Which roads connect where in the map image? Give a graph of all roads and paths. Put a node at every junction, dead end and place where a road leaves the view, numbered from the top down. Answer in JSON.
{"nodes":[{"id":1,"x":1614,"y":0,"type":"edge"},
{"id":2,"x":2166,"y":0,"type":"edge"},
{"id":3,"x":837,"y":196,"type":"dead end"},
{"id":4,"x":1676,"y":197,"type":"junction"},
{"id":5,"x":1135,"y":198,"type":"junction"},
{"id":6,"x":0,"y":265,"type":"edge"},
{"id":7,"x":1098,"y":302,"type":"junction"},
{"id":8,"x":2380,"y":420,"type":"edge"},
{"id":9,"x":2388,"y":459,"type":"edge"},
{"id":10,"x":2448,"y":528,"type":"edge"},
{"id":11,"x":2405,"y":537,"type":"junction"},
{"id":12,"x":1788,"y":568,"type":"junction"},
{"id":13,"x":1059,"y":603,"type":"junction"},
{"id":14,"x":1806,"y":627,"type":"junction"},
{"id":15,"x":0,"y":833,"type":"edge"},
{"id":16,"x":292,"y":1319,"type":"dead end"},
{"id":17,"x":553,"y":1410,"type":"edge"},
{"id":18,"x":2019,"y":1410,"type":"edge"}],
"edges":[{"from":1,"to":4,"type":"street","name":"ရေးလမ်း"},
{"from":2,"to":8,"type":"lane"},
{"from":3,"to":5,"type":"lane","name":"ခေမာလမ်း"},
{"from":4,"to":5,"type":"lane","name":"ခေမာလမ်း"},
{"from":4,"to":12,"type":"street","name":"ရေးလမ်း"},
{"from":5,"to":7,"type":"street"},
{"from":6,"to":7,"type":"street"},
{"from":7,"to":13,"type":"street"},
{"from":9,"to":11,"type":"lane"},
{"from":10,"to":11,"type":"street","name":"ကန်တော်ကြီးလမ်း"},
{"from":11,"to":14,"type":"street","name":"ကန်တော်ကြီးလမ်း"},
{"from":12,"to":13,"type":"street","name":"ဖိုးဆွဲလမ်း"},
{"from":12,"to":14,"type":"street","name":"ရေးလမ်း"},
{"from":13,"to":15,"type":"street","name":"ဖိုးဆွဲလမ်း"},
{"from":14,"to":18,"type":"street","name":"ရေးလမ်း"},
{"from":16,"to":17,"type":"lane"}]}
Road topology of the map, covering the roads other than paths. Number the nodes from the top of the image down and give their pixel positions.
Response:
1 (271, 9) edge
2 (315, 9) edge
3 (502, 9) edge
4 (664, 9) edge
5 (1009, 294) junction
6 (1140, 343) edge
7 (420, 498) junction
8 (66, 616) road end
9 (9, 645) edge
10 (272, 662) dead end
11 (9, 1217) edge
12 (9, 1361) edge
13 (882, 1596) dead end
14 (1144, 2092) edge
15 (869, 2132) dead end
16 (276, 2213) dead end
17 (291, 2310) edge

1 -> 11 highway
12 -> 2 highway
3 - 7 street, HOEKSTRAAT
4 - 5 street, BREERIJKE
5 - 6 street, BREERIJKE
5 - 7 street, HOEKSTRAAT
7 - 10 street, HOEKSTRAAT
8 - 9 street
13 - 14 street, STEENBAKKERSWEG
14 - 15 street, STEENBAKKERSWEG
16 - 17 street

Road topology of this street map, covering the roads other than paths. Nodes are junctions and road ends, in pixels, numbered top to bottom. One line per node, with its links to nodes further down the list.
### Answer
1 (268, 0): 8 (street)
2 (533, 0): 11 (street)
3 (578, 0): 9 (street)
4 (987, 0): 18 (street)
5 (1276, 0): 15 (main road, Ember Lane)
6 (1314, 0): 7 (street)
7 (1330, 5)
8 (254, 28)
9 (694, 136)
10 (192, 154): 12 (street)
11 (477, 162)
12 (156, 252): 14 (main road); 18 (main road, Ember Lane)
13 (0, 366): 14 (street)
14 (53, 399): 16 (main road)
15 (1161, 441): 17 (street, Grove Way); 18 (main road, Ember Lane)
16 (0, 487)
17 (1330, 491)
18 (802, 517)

______

When you respond, give the whole listing again exactly as written.

Which roads connect where in the map image? Give a graph of all roads and paths. Put a node at every junction, dead end and place where a road leaves the view, numbered from the top down. Answer in JSON.
{"nodes":[{"id":1,"x":1614,"y":0,"type":"edge"},
{"id":2,"x":2166,"y":0,"type":"edge"},
{"id":3,"x":837,"y":196,"type":"dead end"},
{"id":4,"x":1676,"y":197,"type":"junction"},
{"id":5,"x":1135,"y":198,"type":"junction"},
{"id":6,"x":0,"y":265,"type":"edge"},
{"id":7,"x":1098,"y":302,"type":"junction"},
{"id":8,"x":2380,"y":420,"type":"edge"},
{"id":9,"x":2388,"y":459,"type":"edge"},
{"id":10,"x":2448,"y":528,"type":"edge"},
{"id":11,"x":2405,"y":537,"type":"junction"},
{"id":12,"x":1788,"y":568,"type":"junction"},
{"id":13,"x":1059,"y":603,"type":"junction"},
{"id":14,"x":1806,"y":627,"type":"junction"},
{"id":15,"x":0,"y":833,"type":"edge"},
{"id":16,"x":292,"y":1319,"type":"dead end"},
{"id":17,"x":553,"y":1410,"type":"edge"},
{"id":18,"x":2019,"y":1410,"type":"edge"}],
"edges":[{"from":1,"to":4,"type":"street","name":"ရေးလမ်း"},
{"from":2,"to":8,"type":"lane"},
{"from":3,"to":5,"type":"lane","name":"ခေမာလမ်း"},
{"from":4,"to":5,"type":"lane","name":"ခေမာလမ်း"},
{"from":4,"to":12,"type":"street","name":"ရေးလမ်း"},
{"from":5,"to":7,"type":"street"},
{"from":6,"to":7,"type":"street"},
{"from":7,"to":13,"type":"street"},
{"from":9,"to":11,"type":"lane"},
{"from":10,"to":11,"type":"street","name":"ကန်တော်ကြီးလမ်း"},
{"from":11,"to":14,"type":"street","name":"ကန်တော်ကြီးလမ်း"},
{"from":12,"to":13,"type":"street","name":"ဖိုးဆွဲလမ်း"},
{"from":12,"to":14,"type":"street","name":"ရေးလမ်း"},
{"from":13,"to":15,"type":"street","name":"ဖိုးဆွဲလမ်း"},
{"from":14,"to":18,"type":"street","name":"ရေးလမ်း"},
{"from":16,"to":17,"type":"lane"}]}
Road topology of the map, covering the roads other than paths. Number the nodes from the top of the image down and give their pixel positions.
Response:
1 (271, 9) edge
2 (315, 9) edge
3 (502, 9) edge
4 (664, 9) edge
5 (1009, 294) junction
6 (1140, 343) edge
7 (420, 498) junction
8 (66, 616) road end
9 (9, 645) edge
10 (272, 662) dead end
11 (9, 1217) edge
12 (9, 1361) edge
13 (882, 1596) dead end
14 (1144, 2092) edge
15 (869, 2132) dead end
16 (276, 2213) dead end
17 (291, 2310) edge

1 -> 11 highway
12 -> 2 highway
3 - 7 street, HOEKSTRAAT
4 - 5 street, BREERIJKE
5 - 6 street, BREERIJKE
5 - 7 street, HOEKSTRAAT
7 - 10 street, HOEKSTRAAT
8 - 9 street
13 - 14 street, STEENBAKKERSWEG
14 - 15 street, STEENBAKKERSWEG
16 - 17 street

Road topology of this street map, covering the roads other than paths. Nodes are junctions and road ends, in pixels, numbered top to bottom. One line per node, with its links to nodes further down the list.
### Answer
1 (268, 0): 8 (street)
2 (533, 0): 11 (street)
3 (578, 0): 9 (street)
4 (987, 0): 18 (street)
5 (1276, 0): 15 (main road, Ember Lane)
6 (1314, 0): 7 (street)
7 (1330, 5)
8 (254, 28)
9 (694, 136)
10 (192, 154): 12 (street)
11 (477, 162)
12 (156, 252): 14 (main road); 18 (main road, Ember Lane)
13 (0, 366): 14 (street)
14 (53, 399): 16 (main road)
15 (1161, 441): 17 (street, Grove Way); 18 (main road, Ember Lane)
16 (0, 487)
17 (1330, 491)
18 (802, 517)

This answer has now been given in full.